>>>

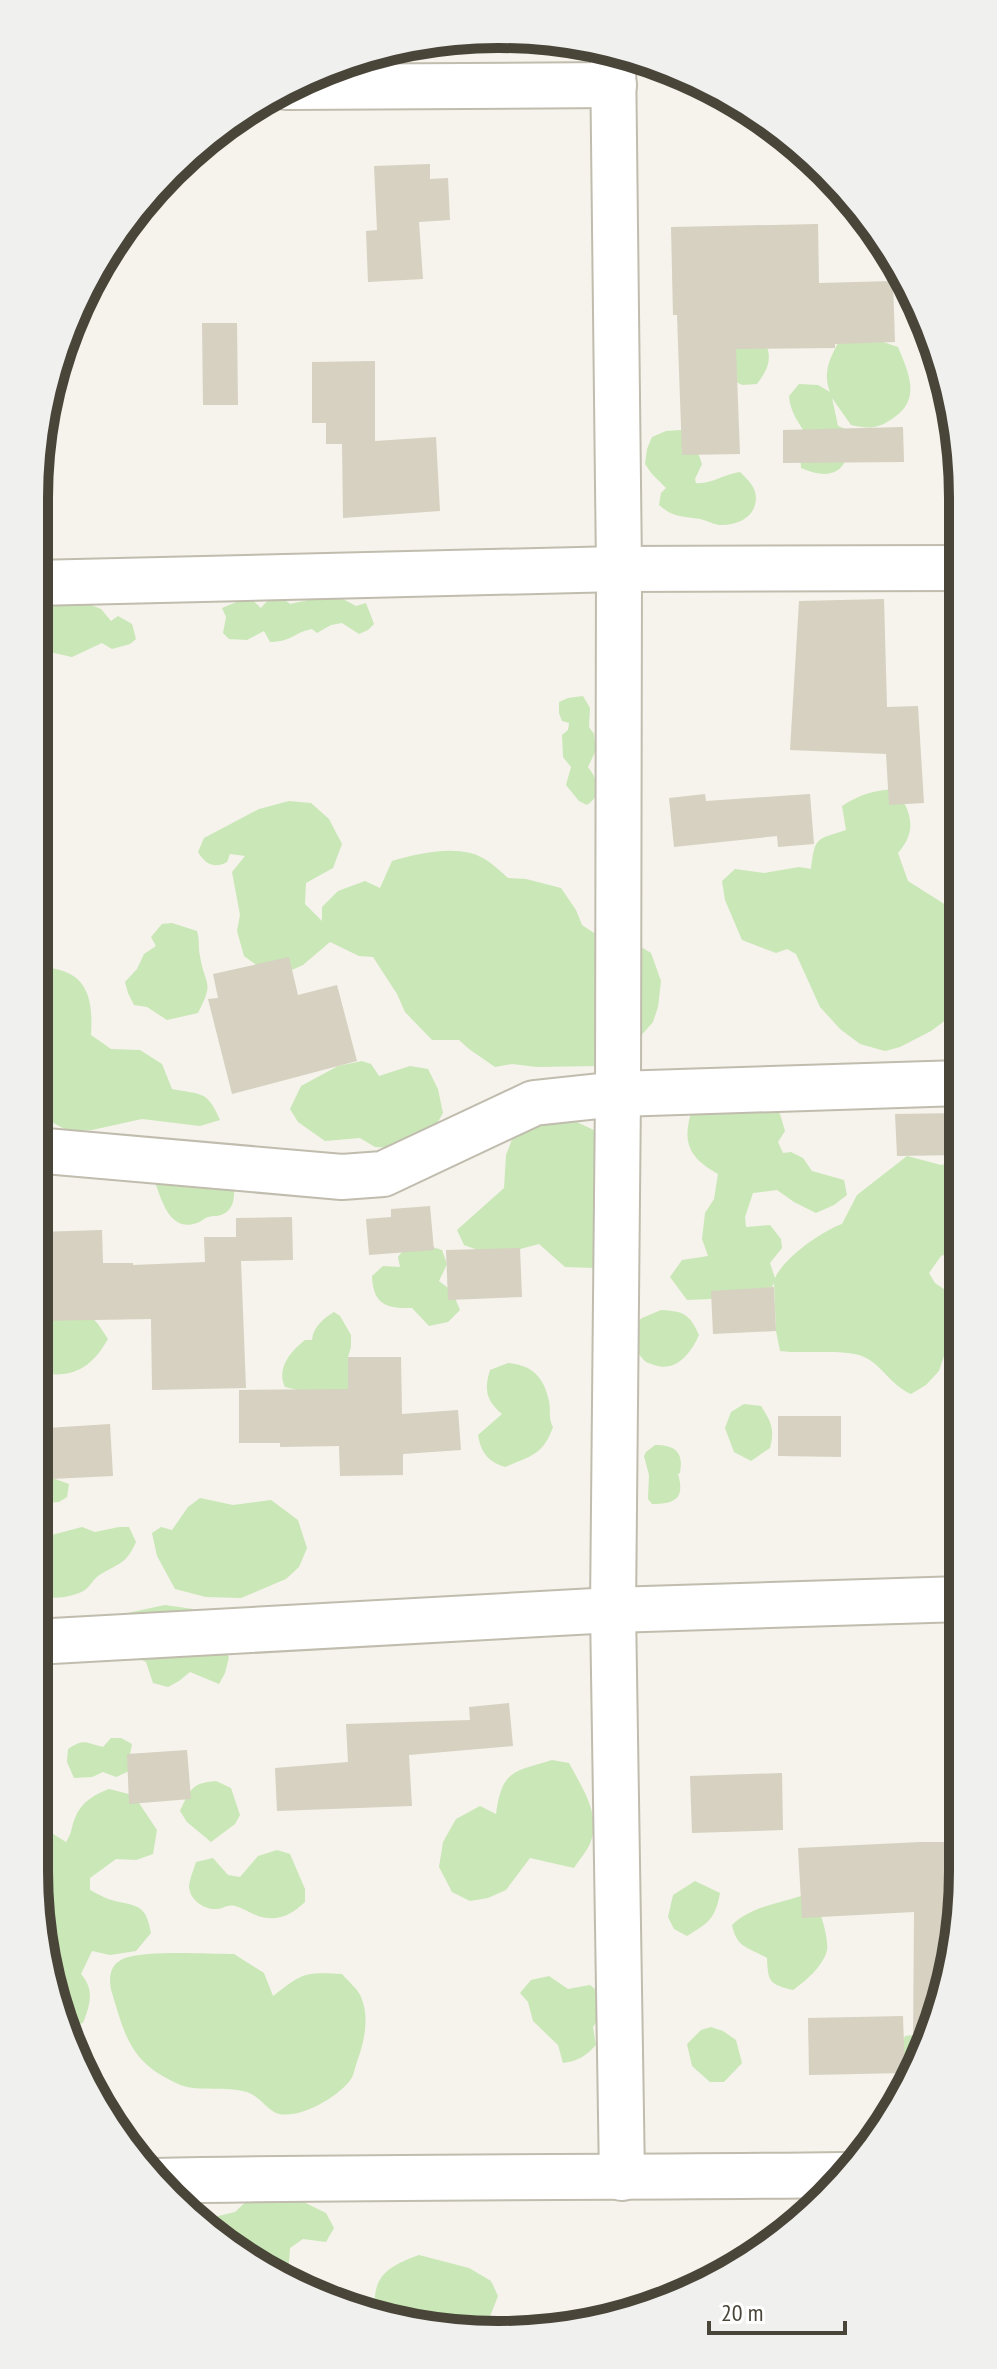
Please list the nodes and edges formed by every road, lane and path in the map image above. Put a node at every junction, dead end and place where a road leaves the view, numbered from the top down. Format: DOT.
graph roads {
  1 [pos="614,70"];
  2 [pos="319,85"];
  3 [pos="949,568"];
  4 [pos="619,569"];
  5 [pos="48,583"];
  6 [pos="949,1083"];
  7 [pos="618,1094"];
  8 [pos="48,1151"];
  9 [pos="949,1599"];
  10 [pos="613,1610"];
  11 [pos="48,1641"];
  12 [pos="830,2175"];
  13 [pos="622,2178"];
  14 [pos="172,2181"];
  1 -- 2 [label="street"];
  1 -- 4 [label="street"];
  3 -- 4 [label="street"];
  4 -- 5 [label="street"];
  4 -- 7 [label="street"];
  6 -- 7 [label="street"];
  7 -- 8 [label="street"];
  7 -- 10 [label="street"];
  9 -- 10 [label="street"];
  10 -- 11 [label="street"];
  10 -- 13 [label="street"];
  12 -- 13 [label="street"];
  13 -- 14 [label="street"];
}
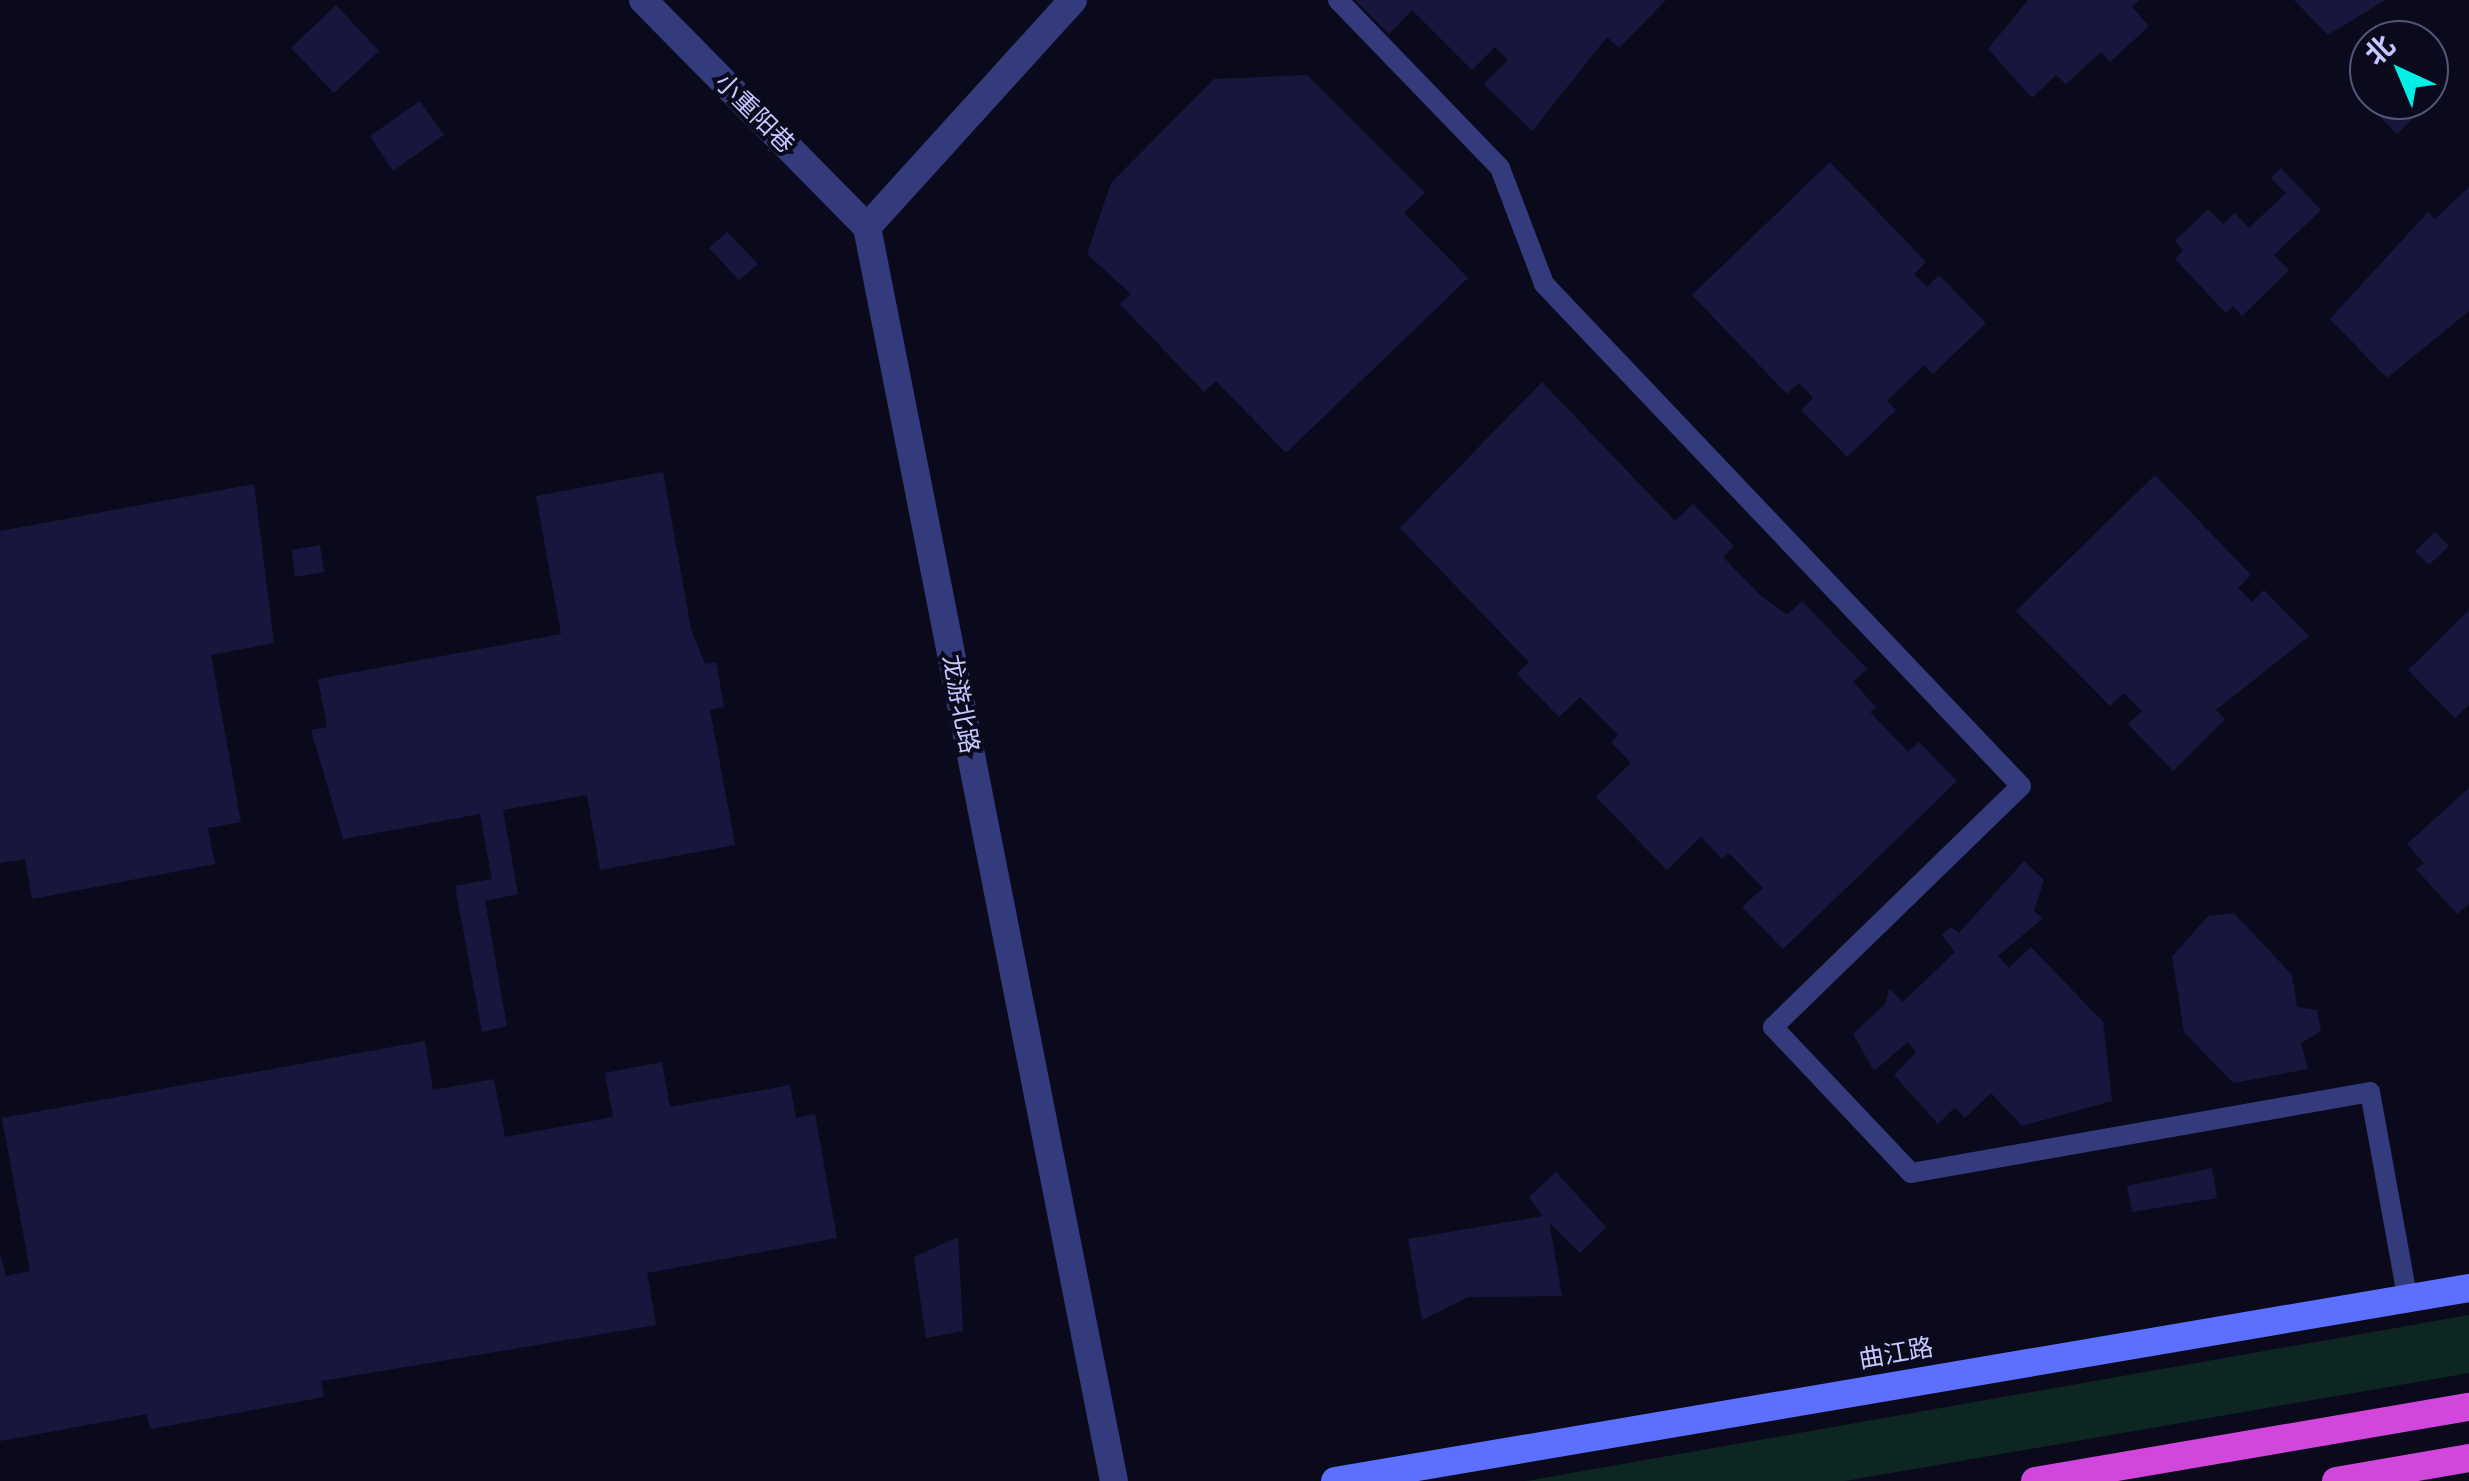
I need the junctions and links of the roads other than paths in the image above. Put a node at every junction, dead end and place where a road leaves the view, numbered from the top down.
1 (643, 0) edge
2 (1073, 0) edge
3 (1338, 0) edge
4 (867, 227) junction
5 (2469, 1288) edge
6 (2408, 1296) junction
7 (2469, 1406) edge
8 (2469, 1458) edge
9 (1114, 1481) edge
10 (1334, 1481) edge
11 (2035, 1481) edge
12 (2336, 1481) edge

1 - 4 street, 小重阳巷
2 - 4 street
3 - 6 lane
4 - 9 street, 龙游北路
5 - 6 main road, 曲江路
6 - 10 main road, 曲江路
7 - 11 highway
8 - 12 highway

<<<

* _Directions_:
Return all of the entries exactly as written, but drop any pictures they hold.

* _Result for this task_:
Please list the nodes and edges formed by every road, lane and path in the map image above. Put a node at every junction, dead end and place where a road leaves the view, numbered from the top down. Format: DOT.
graph roads {
  1 [pos="614,70"];
  2 [pos="319,85"];
  3 [pos="949,568"];
  4 [pos="619,569"];
  5 [pos="48,583"];
  6 [pos="949,1083"];
  7 [pos="618,1094"];
  8 [pos="48,1151"];
  9 [pos="949,1599"];
  10 [pos="613,1610"];
  11 [pos="48,1641"];
  12 [pos="830,2175"];
  13 [pos="622,2178"];
  14 [pos="172,2181"];
  1 -- 2 [label="street"];
  1 -- 4 [label="street"];
  3 -- 4 [label="street"];
  4 -- 5 [label="street"];
  4 -- 7 [label="street"];
  6 -- 7 [label="street"];
  7 -- 8 [label="street"];
  7 -- 10 [label="street"];
  9 -- 10 [label="street"];
  10 -- 11 [label="street"];
  10 -- 13 [label="street"];
  12 -- 13 [label="street"];
  13 -- 14 [label="street"];
}
I need the junctions and links of the roads other than paths in the image above. Put a node at every junction, dead end and place where a road leaves the view, numbered from the top down.
1 (643, 0) edge
2 (1073, 0) edge
3 (1338, 0) edge
4 (867, 227) junction
5 (2469, 1288) edge
6 (2408, 1296) junction
7 (2469, 1406) edge
8 (2469, 1458) edge
9 (1114, 1481) edge
10 (1334, 1481) edge
11 (2035, 1481) edge
12 (2336, 1481) edge

1 - 4 street, 小重阳巷
2 - 4 street
3 - 6 lane
4 - 9 street, 龙游北路
5 - 6 main road, 曲江路
6 - 10 main road, 曲江路
7 - 11 highway
8 - 12 highway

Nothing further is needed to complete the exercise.